RECEITA DE AVÓ

07/03/2011 14:09

 

RECEITA DE AVÓ

 

Não gosto de dar um tom saudosista às coisas. Soa como fuga à vida presente, e pior ainda, como desfeita a Deus, já que a vida em si é um presente.

Uma grande conquista que se fez ao longo do século passado foi a emancipação da mulher. De ser tutelado, sem direito a estudo e a voto, ao lado de inúmeras conquistas, cabe atualmente a ela a manutenção e o cuidado de quase a metade dos lares brasileiros. Como se fosse o ônus pago à própria independência, sua jornada, triplicou: é o trabalho fora de casa, os afazeres domésticos, a educação dos filhos.

E a educação dos filhos tornou-se tarefa hercúlea para sobrepor-se ao cansaço do dia. Dar atenção, acompanhar as tarefas da escola, entre outras atividades. Embora muitos digam que quantidade não é qualidade, e o que importa é como é aproveitado o tempo junto aos filhos (teorizar é muito fácil!), deparamo-nos com gerações-creche e uma legião de órfãos, se não de fato, mas de estado.

Talvez porque a natureza exija que cada ser vivencie a plenitude de suas potencialidades, por contingência do sistema social e econômico, coube às mais pobres, tão logo se vêm avós, tornarem-se novamente mães devido à falta de vagas em creches. Talvez possam agora aprender e exercitar o desfrute de ser mãe, já que a entrada juvenil no mercado de trabalho lhes roubou a maternidade em tempo integral.Mas acabam, sendo, enfim, mães, e não avós.

As mais favorecidas financeiramente, em meio à correria do dia a dia, sofrem da síndrome de avó. Inconscientemente associam o nascimento dos netos à imagem das velhinhas de cabelo branco a preparar biscoitos, mesmo que a própria imagem as confunda como irmãs dos filhos (só Deus sabe com que esforço!). Ser chamada de avó então, insulto pior não poderia haver! A “camaradagem” obriga a serem chamadas por um apelido de fácil pronúncia e mais tarde pelo próprio nome. Assim esquivam-se da comprometedora alcunha de avó, limitando-se à satisfação dos pedidos consumistas dos netos, imposto aos pequenos desde a mais tenra idade através da publicidade.

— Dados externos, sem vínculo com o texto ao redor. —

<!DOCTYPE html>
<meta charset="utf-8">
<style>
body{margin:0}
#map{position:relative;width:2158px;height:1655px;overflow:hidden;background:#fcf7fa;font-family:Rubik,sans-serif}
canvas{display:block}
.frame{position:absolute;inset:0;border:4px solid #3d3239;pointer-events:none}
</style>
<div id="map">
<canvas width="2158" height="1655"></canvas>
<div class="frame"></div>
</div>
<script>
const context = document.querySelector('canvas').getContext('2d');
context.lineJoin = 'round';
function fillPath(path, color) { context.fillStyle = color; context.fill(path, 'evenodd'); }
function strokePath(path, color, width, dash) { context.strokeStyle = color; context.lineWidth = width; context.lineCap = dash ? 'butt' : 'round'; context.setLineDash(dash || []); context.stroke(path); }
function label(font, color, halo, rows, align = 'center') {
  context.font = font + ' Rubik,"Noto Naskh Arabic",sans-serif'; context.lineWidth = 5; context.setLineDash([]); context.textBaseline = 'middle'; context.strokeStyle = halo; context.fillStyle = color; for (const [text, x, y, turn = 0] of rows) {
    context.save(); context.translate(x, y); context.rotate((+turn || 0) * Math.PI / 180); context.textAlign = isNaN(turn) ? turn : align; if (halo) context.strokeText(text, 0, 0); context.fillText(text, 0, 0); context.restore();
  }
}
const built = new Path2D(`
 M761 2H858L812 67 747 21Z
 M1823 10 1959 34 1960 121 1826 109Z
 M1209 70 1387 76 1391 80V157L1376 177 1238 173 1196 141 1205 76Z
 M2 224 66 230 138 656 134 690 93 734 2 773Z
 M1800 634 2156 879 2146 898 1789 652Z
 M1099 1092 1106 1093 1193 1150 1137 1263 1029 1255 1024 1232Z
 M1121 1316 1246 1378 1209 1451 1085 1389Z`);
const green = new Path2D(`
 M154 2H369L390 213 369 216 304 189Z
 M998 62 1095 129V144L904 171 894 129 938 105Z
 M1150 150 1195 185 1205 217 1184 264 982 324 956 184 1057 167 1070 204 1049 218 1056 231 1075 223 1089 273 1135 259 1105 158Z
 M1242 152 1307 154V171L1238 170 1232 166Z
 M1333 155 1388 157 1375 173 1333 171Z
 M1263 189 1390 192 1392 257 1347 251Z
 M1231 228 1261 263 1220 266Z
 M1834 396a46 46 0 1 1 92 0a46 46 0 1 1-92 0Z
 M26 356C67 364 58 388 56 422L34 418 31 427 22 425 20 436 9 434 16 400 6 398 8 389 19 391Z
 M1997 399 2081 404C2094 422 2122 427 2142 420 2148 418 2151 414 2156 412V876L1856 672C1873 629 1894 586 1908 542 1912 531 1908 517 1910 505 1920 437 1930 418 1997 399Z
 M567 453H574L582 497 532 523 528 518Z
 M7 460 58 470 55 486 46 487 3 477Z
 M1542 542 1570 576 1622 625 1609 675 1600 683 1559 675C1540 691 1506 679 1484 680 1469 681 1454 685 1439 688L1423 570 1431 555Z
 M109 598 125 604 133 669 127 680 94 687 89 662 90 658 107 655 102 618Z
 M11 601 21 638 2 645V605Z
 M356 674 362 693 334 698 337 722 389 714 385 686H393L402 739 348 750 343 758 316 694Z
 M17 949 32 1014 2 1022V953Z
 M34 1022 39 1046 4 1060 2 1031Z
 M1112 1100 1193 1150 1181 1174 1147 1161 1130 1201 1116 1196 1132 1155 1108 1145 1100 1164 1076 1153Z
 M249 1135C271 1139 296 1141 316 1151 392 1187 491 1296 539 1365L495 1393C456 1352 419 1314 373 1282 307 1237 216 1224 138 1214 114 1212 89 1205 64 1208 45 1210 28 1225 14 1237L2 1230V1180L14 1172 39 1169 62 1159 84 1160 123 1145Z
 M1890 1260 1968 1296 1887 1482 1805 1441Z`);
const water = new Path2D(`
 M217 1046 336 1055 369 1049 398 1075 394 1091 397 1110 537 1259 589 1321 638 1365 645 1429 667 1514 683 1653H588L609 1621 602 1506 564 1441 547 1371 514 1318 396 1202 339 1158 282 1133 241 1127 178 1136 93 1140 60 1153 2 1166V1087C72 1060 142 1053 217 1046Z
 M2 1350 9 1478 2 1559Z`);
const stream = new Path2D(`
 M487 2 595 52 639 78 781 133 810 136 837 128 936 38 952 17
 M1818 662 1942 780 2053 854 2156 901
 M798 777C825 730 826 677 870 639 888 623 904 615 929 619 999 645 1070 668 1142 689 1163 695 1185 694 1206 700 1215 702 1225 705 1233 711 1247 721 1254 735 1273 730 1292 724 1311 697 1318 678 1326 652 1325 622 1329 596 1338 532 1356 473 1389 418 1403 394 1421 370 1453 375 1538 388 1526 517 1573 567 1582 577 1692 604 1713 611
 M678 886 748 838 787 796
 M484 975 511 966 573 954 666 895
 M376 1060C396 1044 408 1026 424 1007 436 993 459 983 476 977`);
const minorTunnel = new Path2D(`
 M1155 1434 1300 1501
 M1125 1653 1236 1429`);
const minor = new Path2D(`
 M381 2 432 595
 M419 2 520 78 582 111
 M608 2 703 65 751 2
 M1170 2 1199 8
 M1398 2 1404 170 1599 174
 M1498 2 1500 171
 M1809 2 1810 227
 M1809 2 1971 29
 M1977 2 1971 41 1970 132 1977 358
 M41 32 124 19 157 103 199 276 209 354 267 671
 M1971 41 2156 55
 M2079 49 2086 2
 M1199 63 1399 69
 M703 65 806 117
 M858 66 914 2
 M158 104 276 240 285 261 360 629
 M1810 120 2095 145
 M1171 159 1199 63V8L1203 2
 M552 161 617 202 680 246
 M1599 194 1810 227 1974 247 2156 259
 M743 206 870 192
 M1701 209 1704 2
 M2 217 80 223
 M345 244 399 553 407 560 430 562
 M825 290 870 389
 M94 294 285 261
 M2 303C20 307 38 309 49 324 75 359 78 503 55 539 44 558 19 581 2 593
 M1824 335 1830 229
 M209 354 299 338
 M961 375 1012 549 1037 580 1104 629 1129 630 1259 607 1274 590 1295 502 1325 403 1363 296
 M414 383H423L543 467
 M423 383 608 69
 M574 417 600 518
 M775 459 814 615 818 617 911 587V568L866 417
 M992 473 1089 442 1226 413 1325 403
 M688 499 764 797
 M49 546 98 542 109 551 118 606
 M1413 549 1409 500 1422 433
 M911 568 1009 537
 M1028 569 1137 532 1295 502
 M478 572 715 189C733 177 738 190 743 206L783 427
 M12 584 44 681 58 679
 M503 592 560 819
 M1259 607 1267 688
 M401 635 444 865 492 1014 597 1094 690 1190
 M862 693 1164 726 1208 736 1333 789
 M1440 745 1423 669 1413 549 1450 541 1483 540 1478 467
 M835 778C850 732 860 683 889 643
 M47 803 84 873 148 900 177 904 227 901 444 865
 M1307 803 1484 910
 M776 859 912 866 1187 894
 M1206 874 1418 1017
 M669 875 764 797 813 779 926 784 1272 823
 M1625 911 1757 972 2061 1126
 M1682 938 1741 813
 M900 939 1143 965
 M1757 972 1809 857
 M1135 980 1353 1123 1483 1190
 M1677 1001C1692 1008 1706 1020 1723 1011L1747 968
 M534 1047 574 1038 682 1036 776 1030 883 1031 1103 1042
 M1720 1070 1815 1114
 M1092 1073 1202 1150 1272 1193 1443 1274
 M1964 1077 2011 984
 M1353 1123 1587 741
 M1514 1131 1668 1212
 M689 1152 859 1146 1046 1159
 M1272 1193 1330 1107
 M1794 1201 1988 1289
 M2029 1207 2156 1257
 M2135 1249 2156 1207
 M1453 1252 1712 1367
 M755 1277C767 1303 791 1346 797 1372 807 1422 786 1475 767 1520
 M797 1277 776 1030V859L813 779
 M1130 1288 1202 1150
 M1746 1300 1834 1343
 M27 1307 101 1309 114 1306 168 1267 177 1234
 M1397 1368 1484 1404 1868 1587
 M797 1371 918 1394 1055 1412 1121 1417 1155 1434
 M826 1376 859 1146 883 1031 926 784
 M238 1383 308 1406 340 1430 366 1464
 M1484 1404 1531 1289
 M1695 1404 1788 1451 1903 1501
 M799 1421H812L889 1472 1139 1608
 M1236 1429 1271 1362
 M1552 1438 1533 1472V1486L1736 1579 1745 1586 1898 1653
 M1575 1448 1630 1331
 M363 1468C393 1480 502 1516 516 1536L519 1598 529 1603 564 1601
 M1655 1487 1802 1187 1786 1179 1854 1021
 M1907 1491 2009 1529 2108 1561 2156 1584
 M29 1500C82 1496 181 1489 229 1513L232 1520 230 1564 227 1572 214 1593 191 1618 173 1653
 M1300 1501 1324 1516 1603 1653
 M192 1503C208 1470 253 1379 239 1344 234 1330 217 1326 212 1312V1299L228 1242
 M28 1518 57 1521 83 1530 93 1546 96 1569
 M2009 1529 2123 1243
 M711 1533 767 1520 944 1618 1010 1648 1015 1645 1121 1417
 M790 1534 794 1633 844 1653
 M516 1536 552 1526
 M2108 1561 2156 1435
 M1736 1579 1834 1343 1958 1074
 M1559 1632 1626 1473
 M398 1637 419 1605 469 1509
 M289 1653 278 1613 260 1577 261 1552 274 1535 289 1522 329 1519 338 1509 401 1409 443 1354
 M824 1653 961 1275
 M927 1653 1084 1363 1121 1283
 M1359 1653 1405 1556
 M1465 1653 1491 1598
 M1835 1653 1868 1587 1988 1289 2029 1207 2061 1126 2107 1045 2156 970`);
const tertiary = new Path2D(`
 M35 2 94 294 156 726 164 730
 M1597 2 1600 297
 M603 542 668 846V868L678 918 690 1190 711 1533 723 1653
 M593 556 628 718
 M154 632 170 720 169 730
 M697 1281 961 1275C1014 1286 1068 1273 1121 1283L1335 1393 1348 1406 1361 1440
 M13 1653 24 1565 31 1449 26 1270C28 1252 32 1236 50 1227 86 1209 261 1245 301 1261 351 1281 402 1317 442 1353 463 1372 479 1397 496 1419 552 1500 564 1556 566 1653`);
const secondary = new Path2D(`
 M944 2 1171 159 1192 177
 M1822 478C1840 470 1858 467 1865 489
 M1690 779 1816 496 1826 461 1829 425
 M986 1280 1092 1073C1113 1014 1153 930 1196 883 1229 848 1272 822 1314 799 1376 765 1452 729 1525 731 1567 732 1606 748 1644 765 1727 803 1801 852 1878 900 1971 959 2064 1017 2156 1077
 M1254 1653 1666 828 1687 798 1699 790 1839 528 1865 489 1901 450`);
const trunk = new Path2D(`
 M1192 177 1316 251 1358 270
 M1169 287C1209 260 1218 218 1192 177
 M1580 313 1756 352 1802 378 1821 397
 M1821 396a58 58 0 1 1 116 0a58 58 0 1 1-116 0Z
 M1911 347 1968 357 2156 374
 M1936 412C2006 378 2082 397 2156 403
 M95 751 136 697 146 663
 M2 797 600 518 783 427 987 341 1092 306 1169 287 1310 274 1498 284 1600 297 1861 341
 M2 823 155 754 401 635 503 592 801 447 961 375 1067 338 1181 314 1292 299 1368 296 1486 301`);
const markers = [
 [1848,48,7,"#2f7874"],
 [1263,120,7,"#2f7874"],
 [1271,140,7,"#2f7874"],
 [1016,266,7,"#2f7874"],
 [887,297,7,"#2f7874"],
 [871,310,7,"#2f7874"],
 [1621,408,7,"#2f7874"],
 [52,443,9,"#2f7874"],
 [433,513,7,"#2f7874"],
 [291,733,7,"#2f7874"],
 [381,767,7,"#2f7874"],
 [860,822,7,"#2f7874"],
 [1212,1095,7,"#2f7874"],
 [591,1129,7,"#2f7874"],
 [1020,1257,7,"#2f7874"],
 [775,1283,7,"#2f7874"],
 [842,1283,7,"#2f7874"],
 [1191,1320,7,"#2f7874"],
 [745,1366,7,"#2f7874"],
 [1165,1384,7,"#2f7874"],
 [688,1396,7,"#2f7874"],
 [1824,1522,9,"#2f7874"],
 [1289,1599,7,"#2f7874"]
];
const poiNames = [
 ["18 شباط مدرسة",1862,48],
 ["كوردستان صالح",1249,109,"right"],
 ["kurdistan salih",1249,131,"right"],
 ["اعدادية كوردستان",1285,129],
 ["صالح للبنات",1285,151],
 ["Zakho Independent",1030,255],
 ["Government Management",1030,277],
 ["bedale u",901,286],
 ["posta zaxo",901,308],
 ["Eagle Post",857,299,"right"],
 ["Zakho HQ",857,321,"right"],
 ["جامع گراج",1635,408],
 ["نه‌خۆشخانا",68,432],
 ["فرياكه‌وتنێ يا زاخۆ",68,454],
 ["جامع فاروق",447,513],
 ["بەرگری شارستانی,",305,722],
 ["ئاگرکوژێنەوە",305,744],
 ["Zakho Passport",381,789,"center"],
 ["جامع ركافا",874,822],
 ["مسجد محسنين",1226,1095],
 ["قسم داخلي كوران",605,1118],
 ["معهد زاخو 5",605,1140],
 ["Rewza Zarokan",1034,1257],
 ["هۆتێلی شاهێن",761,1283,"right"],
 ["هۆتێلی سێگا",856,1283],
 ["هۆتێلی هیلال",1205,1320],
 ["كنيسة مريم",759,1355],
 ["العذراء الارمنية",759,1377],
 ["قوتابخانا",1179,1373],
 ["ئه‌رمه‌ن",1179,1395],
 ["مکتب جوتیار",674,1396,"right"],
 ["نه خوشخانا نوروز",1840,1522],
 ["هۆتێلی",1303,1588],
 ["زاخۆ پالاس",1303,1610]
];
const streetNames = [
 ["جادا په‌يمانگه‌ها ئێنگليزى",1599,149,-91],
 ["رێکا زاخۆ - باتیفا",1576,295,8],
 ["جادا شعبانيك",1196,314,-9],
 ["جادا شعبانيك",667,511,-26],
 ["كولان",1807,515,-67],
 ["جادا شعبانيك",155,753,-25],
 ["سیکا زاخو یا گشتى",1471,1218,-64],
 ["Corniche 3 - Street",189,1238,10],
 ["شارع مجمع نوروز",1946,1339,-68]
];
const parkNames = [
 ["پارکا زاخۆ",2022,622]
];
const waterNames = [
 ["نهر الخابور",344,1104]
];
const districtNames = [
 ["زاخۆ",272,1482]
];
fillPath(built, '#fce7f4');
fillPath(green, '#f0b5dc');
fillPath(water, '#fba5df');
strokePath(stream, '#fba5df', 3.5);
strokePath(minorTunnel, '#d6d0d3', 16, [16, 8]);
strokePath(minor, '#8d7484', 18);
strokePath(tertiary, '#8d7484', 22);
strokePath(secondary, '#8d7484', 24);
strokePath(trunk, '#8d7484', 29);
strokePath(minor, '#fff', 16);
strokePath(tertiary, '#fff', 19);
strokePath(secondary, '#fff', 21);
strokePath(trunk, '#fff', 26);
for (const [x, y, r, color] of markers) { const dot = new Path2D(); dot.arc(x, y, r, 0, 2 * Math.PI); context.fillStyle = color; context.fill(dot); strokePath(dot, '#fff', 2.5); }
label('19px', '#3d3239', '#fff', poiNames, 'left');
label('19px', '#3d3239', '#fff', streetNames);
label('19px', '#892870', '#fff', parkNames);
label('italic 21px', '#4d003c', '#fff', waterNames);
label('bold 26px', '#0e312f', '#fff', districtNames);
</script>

Uma amiga, mãe de um rapaz um tanto conquistador, viu-se de repente avó de um casal de crianças, praticamente gêmeas. Com apenas dois meses de diferença entre elas, e com a paternidade confirmada através de DNA, ela  abraçou ambas de corpo e de coração.Contemporizou como pôde o conflito aberto entre duas mães de famílias diferentes e que puseram-se na incômoda posição de rivais,a despeito de terem um pai em comum.A peleja não chegou a uma utópica festa de confraternização,mas deixou de ser inconciliável. Os irmãos viam-se com certa freqüência e estavam sempre juntos às comemorações da família paterna.

Com minha amiga descobri que avó, como a que havia antigamente- aquela que fazia o doce preferido, que com uma paciência infinda alimentava os netos relutantes na introdução de alimentos sólidos e saudáveis, que inventava brincadeiras dando asas à imaginação criativa dos netos, que sem pudor ensinava a dançar, ensinando-os a descobrir o próprio corpo ao som de uma música (música de verdade!)-não se trata de mera contingência histórica e cultural.

Com ela aprendi que ser avó, é um ato de amor, compromisso e aprendizado. A menos que ocorresse algum impedimento sério, não passava um final de semana sem visitar os netos. Entregava-se a eles em carinhos e descobertas mútuas, e assim foram se construindo, avós e netos.

Mais do que mero personagem familiar, os netos de minha amiga terão para sempre em suas lembranças a memória afetiva de alguém muito próximo e amado a que eles chamavam de vovó. E vovó, diferentemente de avó, ou de mera diversidade de nomenclatura que define mãe do pai ou da mãe, transcende o tempo, atravessa os séculos, culturas e conflitos, pois apenas as relações construídas com profundo afeto permanecem.

Abençoadas as avós que se embrenham na estrada divina de se tornarem vovós.